Sixth grade is when [kids] pick up a lot of sports and arts for the first time. Ask which programs the school has. You want your children to be able to be busy, but not overscheduled. They need more sleep, so you want to know about the school’s’ start time.

GreatSchools: What about academics?

Goldberg: This is where content becomes more crucial. I’d ask about math even more than reading. Which kids learn algebra? When? Make sure they’re getting algebra hopefully by the seventh grade, and definitely by the eighth grade, or that they can at least.

And where do their kids go to high school? If this is a school where kids are going to a high school that everybody knows is a good one, then that tells you something.

GreatSchools: What should you look for on the school visit?

Goldberg: You want your child to visit with you. I think that’s true of every level, but particularly in middle school. Keep in mind that they’re very nervous. They’re probably going for the first time to an environment where they’re going to be changing classes. There is a lot of anxiety around it.

Find out how the school acclimates the child to this new environment. What is their process? Do they just throw them in, or do they actually have a mechanism for making new kids feel welcome? Does the school have a buddy system where your new child is paired up with someone who has been there for a while?

On the visit, look for evidence that students are given responsibilities. They should be. Are the hallways kept clean? If students don’t participate in that, they won’t be. Did you get a tour by a student, or is it only the adults who will talk to you? It’s not mandatory, but if they trust the kids to show you the school, then it’s probably a safe place, and it’s probably a place where kids are happy.

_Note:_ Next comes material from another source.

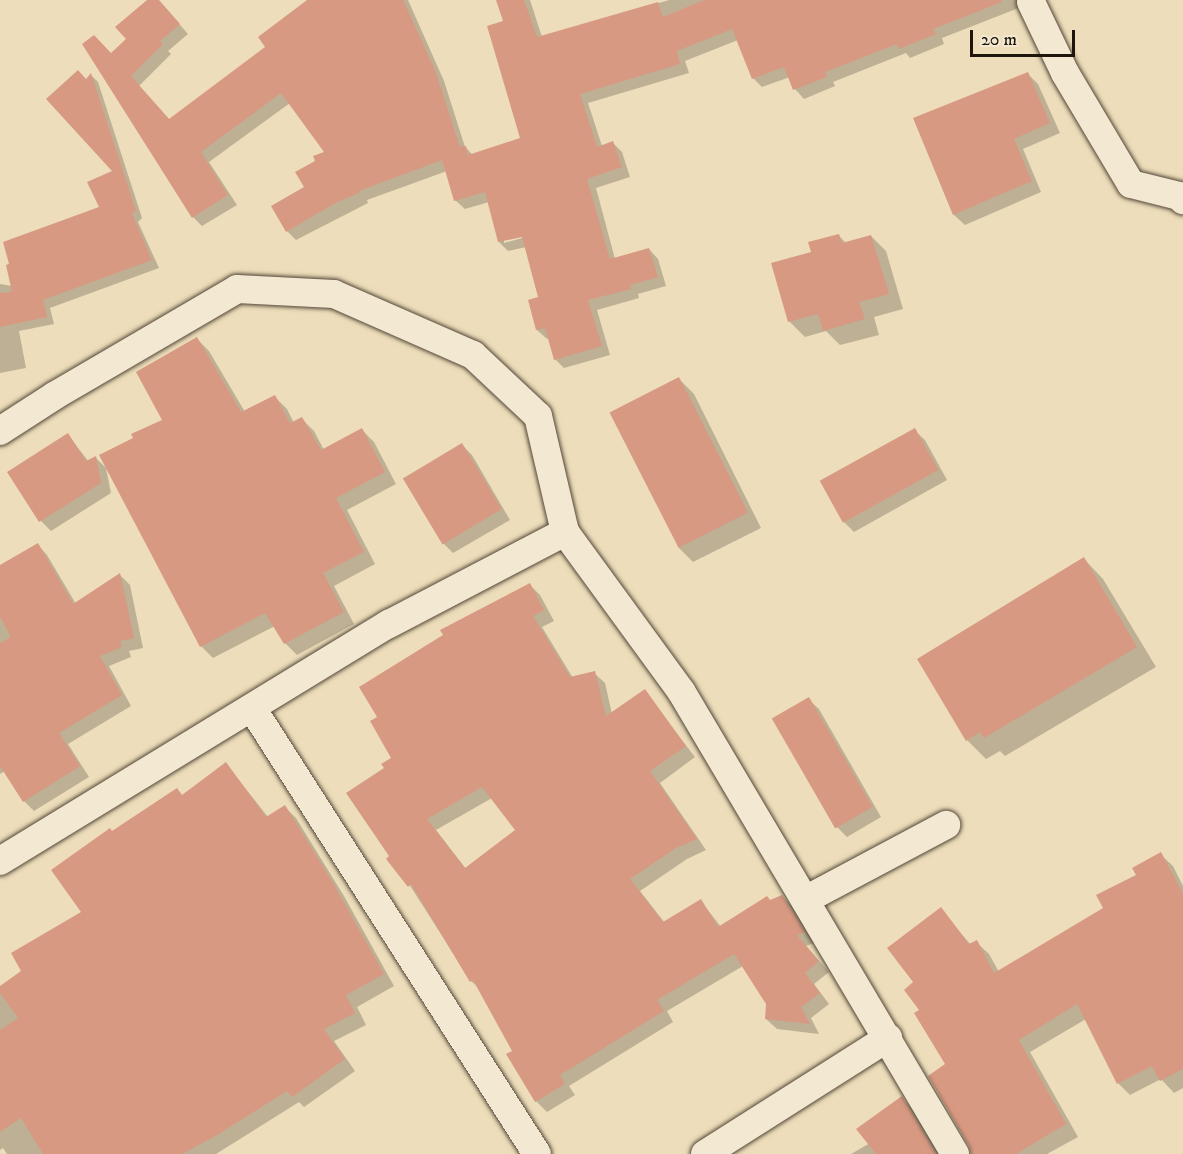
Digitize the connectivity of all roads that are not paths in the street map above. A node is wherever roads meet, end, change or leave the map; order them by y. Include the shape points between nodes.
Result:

School culture is going to be really important at this level, because [kids’] brains are totally wired at that point for social interaction with peers. You want to see evidence that the kids are trusted, that it’s not a police state, that kids have internal control.

GreatSchools: What should you ask about the teachers?

Goldberg: Find out why a teacher is qualified to teach particular content. Content is more important in middle school than in elementary school. Ask the science teacher, “How did you learn to teach science?”

If they say, “I was thrown in last week because a science teacher quit,” that tells you something. Ask about staff turnover. The most difficult teachers to hire are the math and science teachers. So you want to know where those teachers came from.

GreatSchools: Other questions to ask about a middle school?

Goldberg: Find out what the technology situation is. Ask “What technology do you use regularly?” Just because they have a computer lab doesn’t mean that they use it.

GreatSchools: What about discipline?

Goldberg: Ask what their suspension policy is. If students get kicked out for everything, that’s not a good sign. There should be more creative ways of dealing with conflict. There is always conflict at the middle school level. [Students are] too emotional for there not to be. How is conflict handled at that school, conflict between students and conflict between students and staff?